Efficient Discrepancy Testing for Learning with Distribution Shift
Gautam Chandrasekaran, Adam R. Klivans, Vasilis Kontonis, Konstantinos Stavropoulos, Arsen Vasilyan
TL;DR
The paper tackles learning under distribution shift by reframing the problem through discrepancy distance and introducing efficient, localized discrepancy testers that enable provable guarantees in the Testable Learning with Distribution Shift (TDS) framework. It advances the theory by replacing prior $L_2$-sandwiching requirements with $L_1$-sandwiching, yielding exponential gains for constant-depth circuits and first results for degree-2 polynomial threshold functions. The authors develop universal TDS learners for broad distribution families (including convex sets with low intrinsic dimension and intersections of halfspaces) and provide fully polynomial-time testing for key classes, including balanced intersections of halfspaces. A central thread is the Chow-matching tester, combined with subspace-structured testers (cylindrical grids) and boundary-proximity techniques, enabling end-to-end TDS learning with decoupled training and testing.
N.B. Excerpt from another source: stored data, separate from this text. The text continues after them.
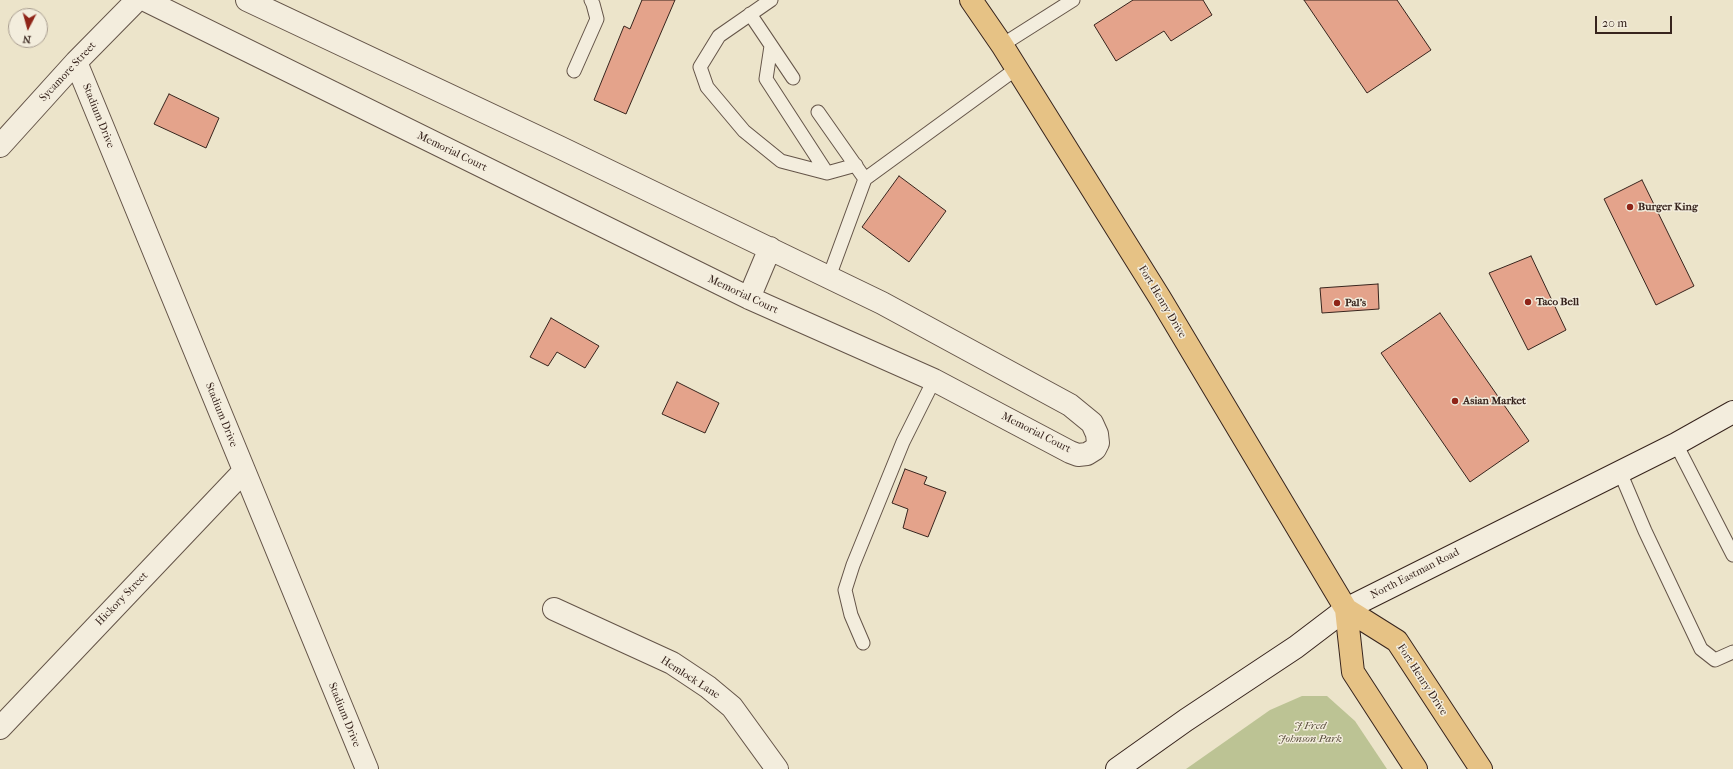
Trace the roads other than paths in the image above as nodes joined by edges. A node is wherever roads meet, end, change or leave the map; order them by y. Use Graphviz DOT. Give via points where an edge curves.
graph roads {
  1 [pos="137,0"];
  2 [pos="145,0"];
  3 [pos="247,0"];
  4 [pos="591,0"];
  5 [pos="771,0"];
  6 [pos="971,0"];
  7 [pos="1073,0"];
  8 [pos="750,14"];
  9 [pos="1002,45"];
  10 [pos="771,46"];
  11 [pos="76,62"];
  12 [pos="1016,69"];
  13 [pos="574,71"];
  14 [pos="793,78"];
  15 [pos="818,112"];
  16 [pos="0,146"];
  17 [pos="856,165"];
  18 [pos="828,173"];
  19 [pos="865,178"];
  20 [pos="770,248"];
  21 [pos="829,277"];
  22 [pos="748,298"];
  23 [pos="934,380"];
  24 [pos="1733,412"];
  25 [pos="1676,444"];
  26 [pos="244,471"];
  27 [pos="1620,472"];
  28 [pos="1733,555"];
  29 [pos="554,609"];
  30 [pos="1346,609"];
  31 [pos="863,643"];
  32 [pos="1733,652"];
  33 [pos="0,728"];
  34 [pos="366,769"];
  35 [pos="777,769"];
  36 [pos="1117,769"];
  37 [pos="1416,769"];
  38 [pos="1481,769"];
  1 -- 11 [label="street, Sycamore Street"];
  2 -- 22 [label="street, Memorial Court"];
  3 -- 20 [label="street, Memorial Court"];
  4 -- 13 [label="lane" via="597,19"];
  5 -- 8 [label="lane"];
  6 -- 9 [label="main road, Fort Henry Drive"];
  7 -- 9 [label="lane"];
  8 -- 10 [label="lane"];
  8 -- 18 [label="lane" via="719,36 700,67 707,87 744,131 781,161"];
  9 -- 12 [label="main road, Fort Henry Drive"];
  10 -- 14 [label="lane"];
  10 -- 18 [label="lane" via="766,79"];
  11 -- 16 [label="street, Sycamore Street"];
  11 -- 26 [label="street, Stadium Drive"];
  12 -- 19 [label="lane"];
  12 -- 30 [label="main road, Fort Henry Drive" via="1160,298"];
  15 -- 17 [label="lane"];
  17 -- 18 [label="lane"];
  17 -- 19 [label="lane"];
  19 -- 21 [label="lane"];
  20 -- 21 [label="street, Memorial Court"];
  20 -- 22 [label="street"];
  21 -- 23 [label="street, Memorial Court" via="1070,405 1092,423 1098,443 1095,449 1087,454 1078,455 1070,452"];
  22 -- 23 [label="street, Memorial Court"];
  23 -- 31 [label="lane" via="903,442 845,590 851,615"];
  24 -- 25 [label="street, North Eastman Road"];
  25 -- 27 [label="street, North Eastman Road"];
  25 -- 28 [label="lane"];
  26 -- 33 [label="street, Hickory Street"];
  26 -- 34 [label="street, Stadium Drive"];
  27 -- 30 [label="street, North Eastman Road"];
  27 -- 32 [label="lane" via="1701,648 1715,660"];
  29 -- 35 [label="street, Hemlock Lane" via="672,663 708,687 732,707"];
  30 -- 36 [label="street, North Eastman Road"];
  30 -- 37 [label="main road, Fort Henry Drive" via="1354,672"];
  30 -- 38 [label="main road, Fort Henry Drive" via="1397,641"];
}
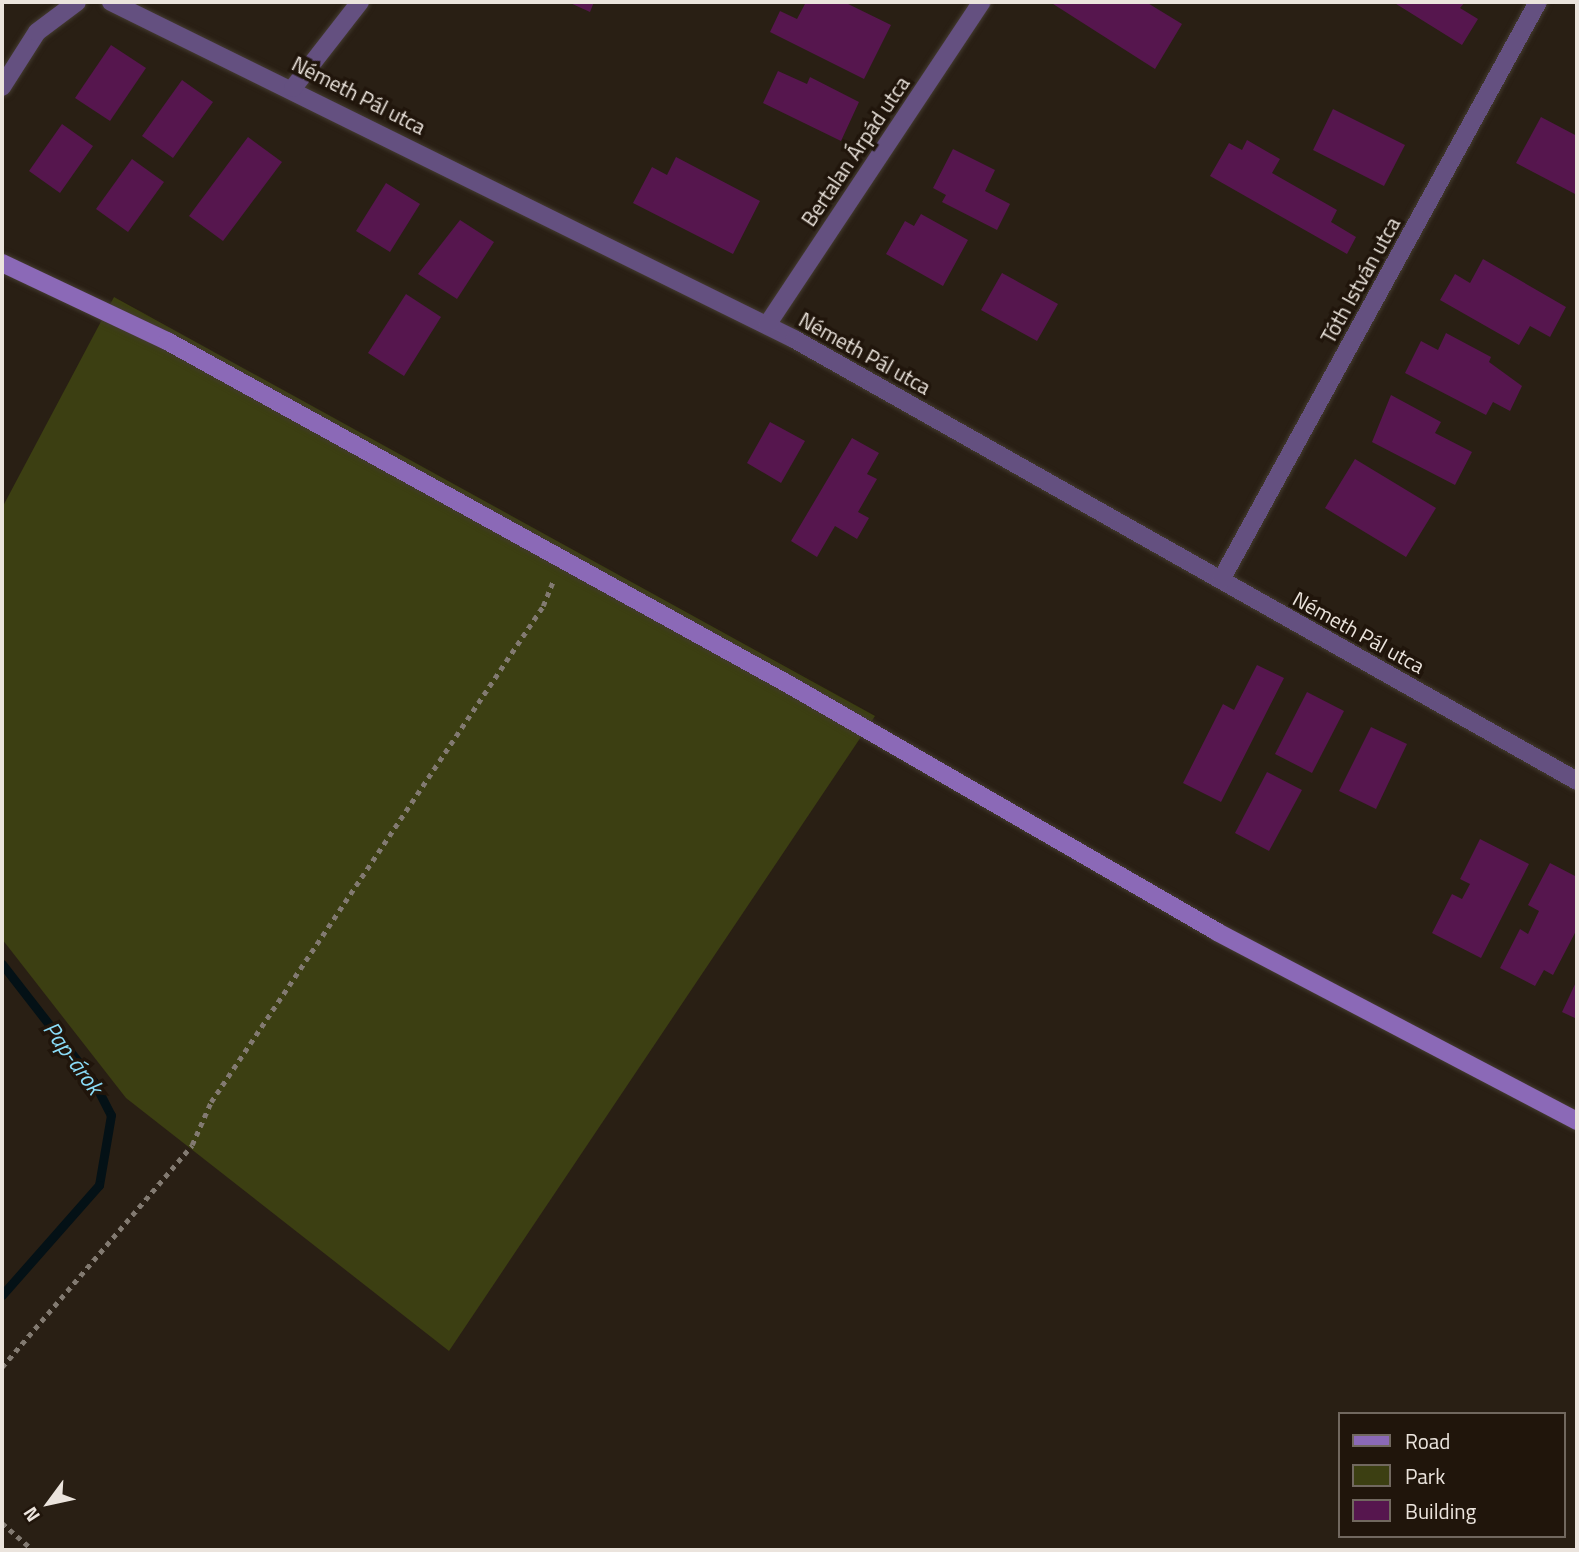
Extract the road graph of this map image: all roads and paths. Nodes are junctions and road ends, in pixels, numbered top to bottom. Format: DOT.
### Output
graph roads {
  1 [pos="77,2"];
  2 [pos="111,2"];
  3 [pos="359,2"];
  4 [pos="982,2"];
  5 [pos="1538,2"];
  6 [pos="2,87"];
  7 [pos="293,88"];
  8 [pos="2,263"];
  9 [pos="767,325"];
  10 [pos="563,559"];
  11 [pos="1221,580"];
  12 [pos="1577,781"];
  13 [pos="1577,1121"];
  14 [pos="2,1367"];
  15 [pos="2,1523"];
  16 [pos="33,1550"];
  1 -- 6 [label="street"];
  2 -- 7 [label="street, Németh Pál utca"];
  3 -- 7 [label="street"];
  4 -- 9 [label="street, Bertalan Árpád utca"];
  5 -- 11 [label="street, Tóth István utca"];
  7 -- 9 [label="street, Németh Pál utca"];
  8 -- 10 [label="main road"];
  9 -- 11 [label="street, Németh Pál utca"];
  10 -- 13 [label="main road"];
  10 -- 14 [label="path"];
  11 -- 12 [label="street, Németh Pál utca"];
  15 -- 16 [label="path"];
}
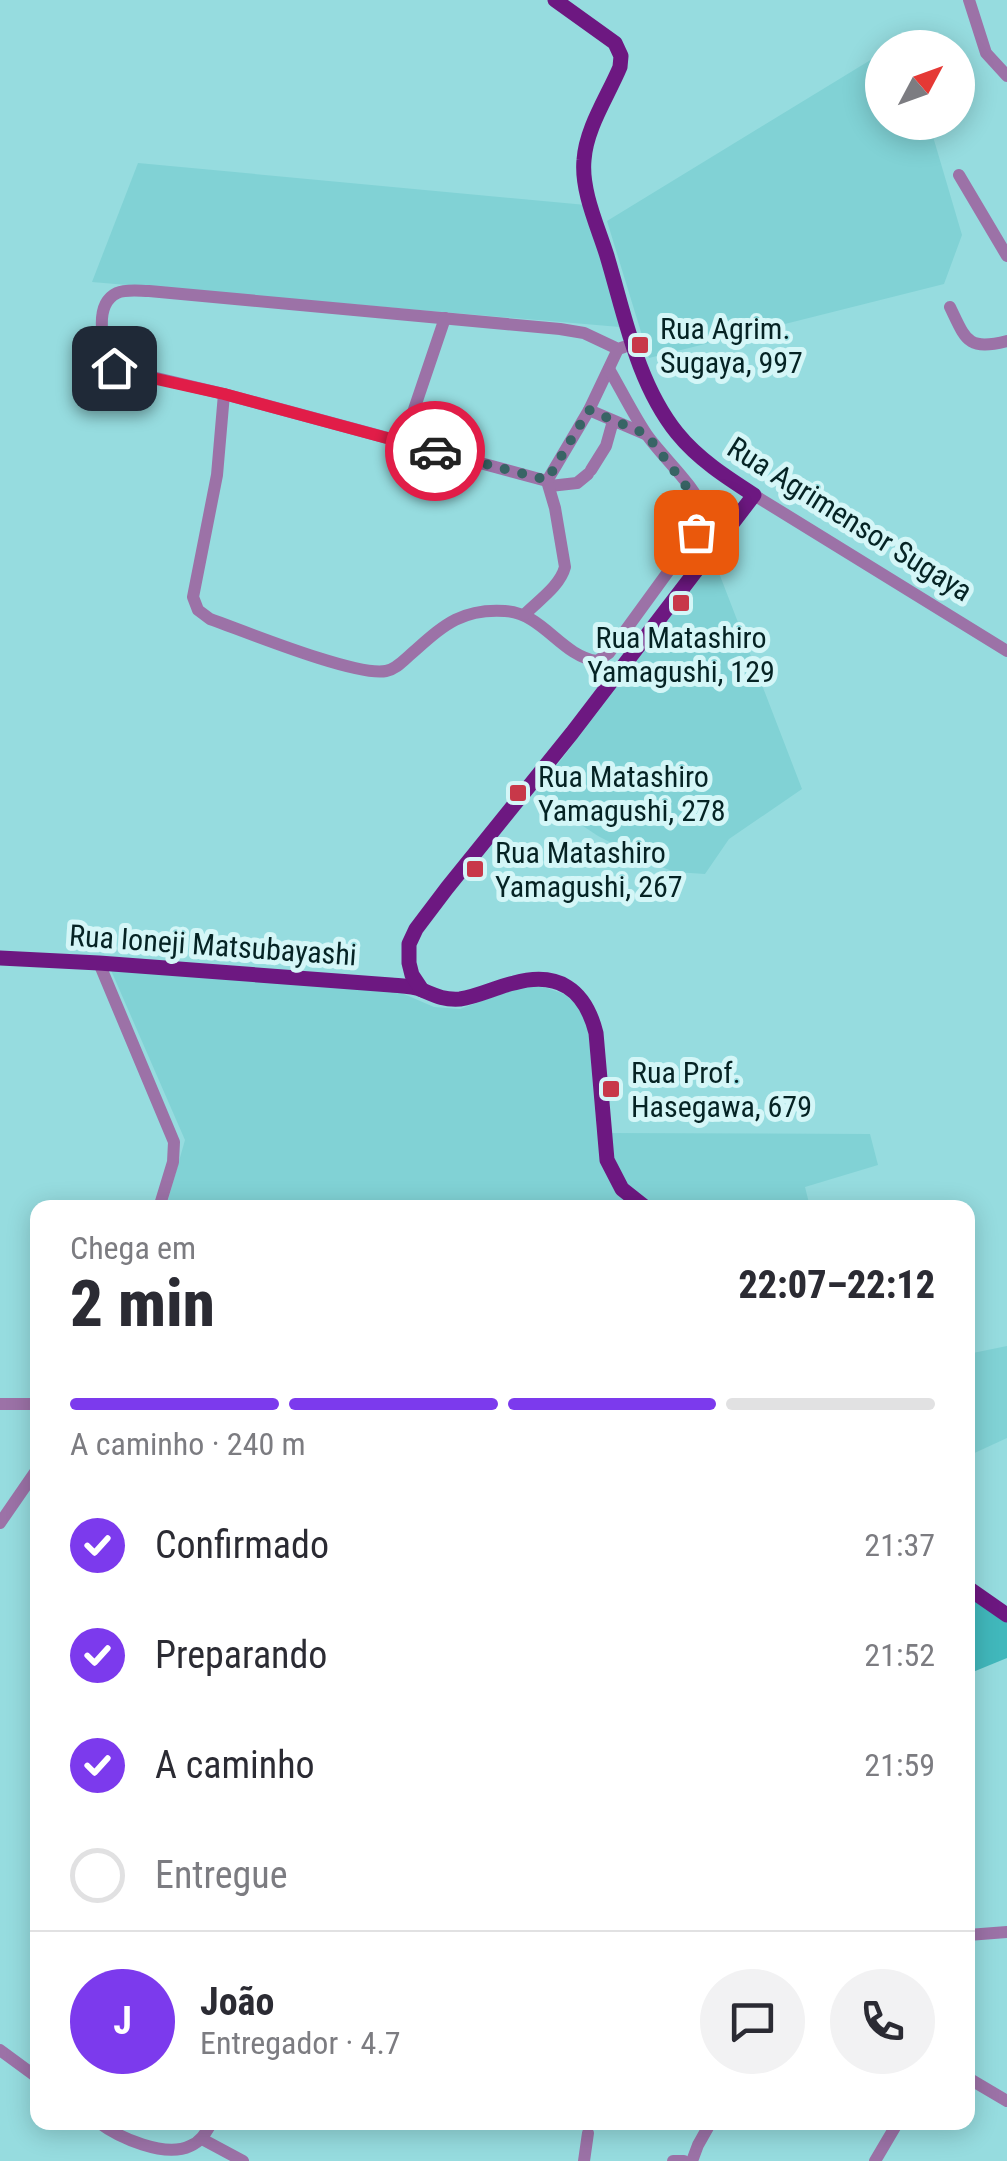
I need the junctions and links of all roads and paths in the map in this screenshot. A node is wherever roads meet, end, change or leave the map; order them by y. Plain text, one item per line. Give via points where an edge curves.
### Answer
1 (555, 0) edge
2 (969, 0) edge
3 (1007, 76) edge
4 (960, 174) dead end
5 (1007, 256) edge
6 (950, 307) dead end
7 (445, 318) junction
8 (1007, 341) edge
9 (626, 346) junction
10 (609, 369) junction
11 (224, 394) junction
12 (589, 410) junction
13 (613, 420) junction
14 (646, 434) junction
15 (404, 442) junction
16 (548, 483) junction
17 (754, 496) junction
18 (525, 614) junction
19 (1007, 651) edge
20 (0, 958) edge
21 (99, 963) junction
22 (422, 990) junction
23 (161, 1200) edge
24 (636, 1200) edge
25 (0, 1404) edge
26 (30, 1404) edge
27 (30, 1480) edge
28 (0, 1524) edge
29 (975, 1593) edge
30 (1007, 1615) edge
31 (1007, 1932) edge
32 (975, 1935) edge
33 (0, 2050) edge
34 (30, 2072) edge
35 (975, 2082) edge
36 (1007, 2101) edge
37 (111, 2130) edge
38 (708, 2130) edge
39 (893, 2130) edge
40 (588, 2133) dead end
41 (193, 2149) edge
42 (692, 2160) edge
43 (243, 2161) edge
44 (584, 2161) edge
45 (673, 2161) edge
46 (875, 2161) edge

1 - 9 main road, Rua Agrimensor Sugaya via 615,42 622,56 588,142 584,171
2 - 3 street via 986,53
4 - 5 street
6 - 8 street via 972,342
7 - 9 street via 560,329
7 - 11 street via 149,291 112,295 102,332 114,368
7 - 15 street
9 - 10 street
9 - 17 main road, Rua Agrimensor Sugaya via 677,433
10 - 12 street
10 - 14 street
11 - 15 street
11 - 18 street via 218,474 192,597 210,619 382,672 462,615
12 - 13 street
12 - 16 street
13 - 14 street
13 - 16 street via 590,472 577,483
14 - 18 street via 702,507 696,532 597,661 580,656
15 - 16 street
16 - 18 street via 565,567
17 - 19 street, Rua Agrimensor Sugaya
17 - 22 main road via 416,929 408,963
20 - 21 main road, Rua Ioneji Matsubayashi
21 - 22 main road, Rua Ioneji Matsubayashi
21 - 23 street via 174,1142
22 - 24 main road, Rua Ioneji Matsubayashi via 459,999 537,979 575,991 596,1033 607,1160
25 - 26 street
27 - 28 street
29 - 30 main road
31 - 32 street
33 - 34 street
35 - 36 street
37 - 41 street via 155,2147
38 - 42 street
39 - 46 street
40 - 44 street
41 - 43 street
42 - 45 street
The work also establishes NP-hardness for global discrepancy testing, underscoring the practical relevance of localized testing for tractable certifiable learning under distribution shift.
Abstract
A fundamental notion of distance between train and test distributions from the field of domain adaptation is discrepancy distance. While in general hard to compute, here we provide the first set of provably efficient algorithms for testing localized discrepancy distance, where discrepancy is computed with respect to a fixed output classifier. These results imply a broad set of new, efficient learning algorithms in the recently introduced model of Testable Learning with Distribution Shift (TDS learning) due to Klivans et al. (2023). Our approach generalizes and improves all prior work on TDS learning: (1) we obtain universal learners that succeed simultaneously for large classes of test distributions, (2) achieve near-optimal error rates, and (3) give exponential improvements for constant depth circuits. Our methods further extend to semi-parametric settings and imply the first positive results for low-dimensional convex sets. Additionally, we separate learning and testing phases and obtain algorithms that run in fully polynomial time at test time.